Schedule of Events | Search Abstracts | Invited Symposia | Symposia | Poster Sessions | Data Blitz
Fronto-parietal connectivity as a cross-task predictor of spatial ability across navigation and mental rotation
Poster Session F - Tuesday, March 10, 2026, 8:00 – 10:00 am PDT, Fairview/Kitsilano Ballroom
Melody Schwenk1 (), Lorna Quandt1; 1Gallaudet University
Spatial tasks like navigation and mental rotation (MR) share behavioral characteristics, but it remains unclear whether they rely on common neural mechanisms and whether such mechanisms are experience-dependent.

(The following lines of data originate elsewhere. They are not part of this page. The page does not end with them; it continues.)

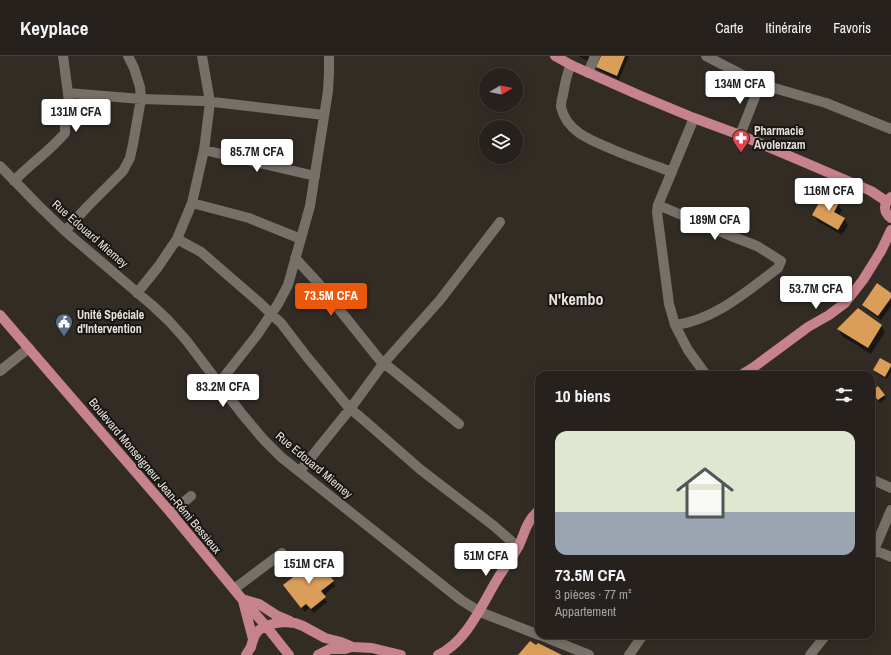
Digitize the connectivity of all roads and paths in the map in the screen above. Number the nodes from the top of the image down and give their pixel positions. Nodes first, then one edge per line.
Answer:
1 (63, 56) edge
2 (128, 56) edge
3 (202, 56) edge
4 (329, 56) edge
5 (554, 56) edge
6 (595, 56) edge
7 (706, 56) edge
8 (571, 65) junction
9 (588, 73) junction
10 (760, 84) junction
11 (68, 93) junction
12 (142, 99) junction
13 (210, 102) junction
14 (324, 115) junction
15 (694, 118) junction
16 (891, 129) edge
17 (740, 135) junction
18 (204, 150) junction
19 (0, 166) edge
20 (672, 172) junction
21 (315, 176) junction
22 (14, 180) junction
23 (889, 199) edge
24 (192, 203) junction
25 (658, 205) junction
26 (891, 218) edge
27 (500, 222) dead end
28 (891, 230) edge
29 (65, 231) junction
30 (177, 239) junction
31 (301, 239) junction
32 (295, 258) junction
33 (138, 292) junction
34 (271, 314) junction
35 (0, 315) edge
36 (675, 325) junction
37 (29, 348) junction
38 (384, 363) junction
39 (0, 371) edge
40 (703, 371) edge
41 (748, 371) edge
42 (218, 383) junction
43 (350, 409) junction
44 (459, 424) dead end
45 (300, 471) junction
46 (875, 481) edge
47 (891, 488) edge
48 (191, 496) dead end
49 (891, 510) edge
50 (171, 513) junction
51 (535, 514) edge
52 (518, 547) junction
53 (875, 549) edge
54 (282, 553) dead end
55 (875, 554) edge
56 (891, 557) edge
57 (234, 589) junction
58 (242, 599) junction
59 (480, 612) junction
60 (295, 623) junction
61 (266, 626) junction
62 (310, 630) junction
63 (535, 633) edge
64 (556, 639) edge
65 (640, 639) edge
66 (823, 639) edge
67 (353, 647) junction
68 (251, 649) edge
69 (386, 653) edge
70 (320, 654) edge
71 (288, 655) edge
72 (401, 655) edge
73 (438, 655) edge
74 (589, 655) edge
75 (629, 655) edge
76 (810, 655) edge

1 - 11 street
2 - 12 street
3 - 13 street
4 - 14 street
5 - 8 main road
6 - 9 street
7 - 10 street
8 - 9 main road
8 - 20 street
9 - 15 main road
10 - 16 street
10 - 17 street
11 - 12 street
11 - 22 street
12 - 13 street
12 - 29 street
13 - 14 street
13 - 18 street
14 - 21 street
15 - 17 main road
15 - 20 street
17 - 23 main road
18 - 21 street
18 - 24 street
19 - 22 street, Rue Edouard Miemey
20 - 25 street
21 - 31 street
22 - 29 street, Rue Edouard Miemey
23 - 26 main road
24 - 30 street
24 - 31 street
25 - 36 street
25 - 36 street
27 - 38 street
28 - 41 main road
29 - 33 street, Rue Edouard Miemey
30 - 33 street
30 - 34 street
31 - 32 street
32 - 34 street
32 - 38 street
33 - 42 street, Rue Edouard Miemey
34 - 42 street
34 - 43 street
35 - 37 main road, Boulevard Monseigneur Jean-Rémi Bessieux
36 - 40 street
37 - 39 street
37 - 50 main road, Boulevard Monseigneur Jean-Rémi Bessieux
38 - 43 street
38 - 44 street
42 - 45 street, Rue Edouard Miemey
43 - 45 street
43 - 52 street
45 - 59 street, Rue Edouard Miemey
46 - 47 street
48 - 50 street
49 - 53 street
50 - 57 main road, Boulevard Monseigneur Jean-Rémi Bessieux
51 - 52 main road
52 - 59 main road
54 - 57 street
55 - 56 street
57 - 58 main road, Boulevard Monseigneur Jean-Rémi Bessieux
58 - 60 main road
58 - 61 main road, Boulevard Monseigneur Jean-Rémi Bessieux
58 - 68 main road
59 - 63 street, Rue Edouard Miemey
59 - 73 main road
60 - 61 main road
60 - 62 main road
61 - 68 main road
61 - 71 main road, Boulevard Monseigneur Jean-Rémi Bessieux
62 - 67 main road
62 - 70 main road
64 - 74 street, Rue Edouard Miemey
65 - 75 street
66 - 76 street
67 - 69 main road
67 - 70 main road
69 - 72 main road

We asked whether brain connectivity during navigation could predict MR ability and whether sensory-linguistic experience shapes these neural pathways. Twenty-eight participants (13 deaf ASL users, 15 hearing) completed an online MR test and an EEG navigation task involving egocentric and allocentric perspective-taking. Using bootstrap confidence intervals, we examined fronto-parietal phase-locking values and their relationship to rotation performance. In hearing participants, fronto-parietal connectivity during allocentric navigation predicted MR accuracy across multiple frequency bands (theta: r = -.40, p = .036; alpha: r = -.43, p = .022). For hearing participants, navigation connectivity explained 37% of rotation variance when controlling for navigation behavior (semi-partial r = -.61, p = .022). Critically, this relationship strengthened linearly with rotation angle (r = .59, p = .046), suggesting the connectivity reflects domain-general spatial processing rather than task-specific effort or arousal. Both groups achieved equivalent behavioral performance despite distinct neural predictors. In deaf ASL users, fronto-parietal coupling did not predict rotation accuracy (r = -.28, ns); right-hemisphere lateralization predicted performance (r = -.67, p = .016). These findings suggest experience-dependent neuroplasticity in spatial cognition: equivalent behavioral performance emerged through distinct neural mechanisms in deaf and hearing participants. This neural diversity implies that effective assessment practices and STEM education require recognizing and supporting multiple neural pathways to spatial reasoning, rather than designing interventions around a single neural architecture.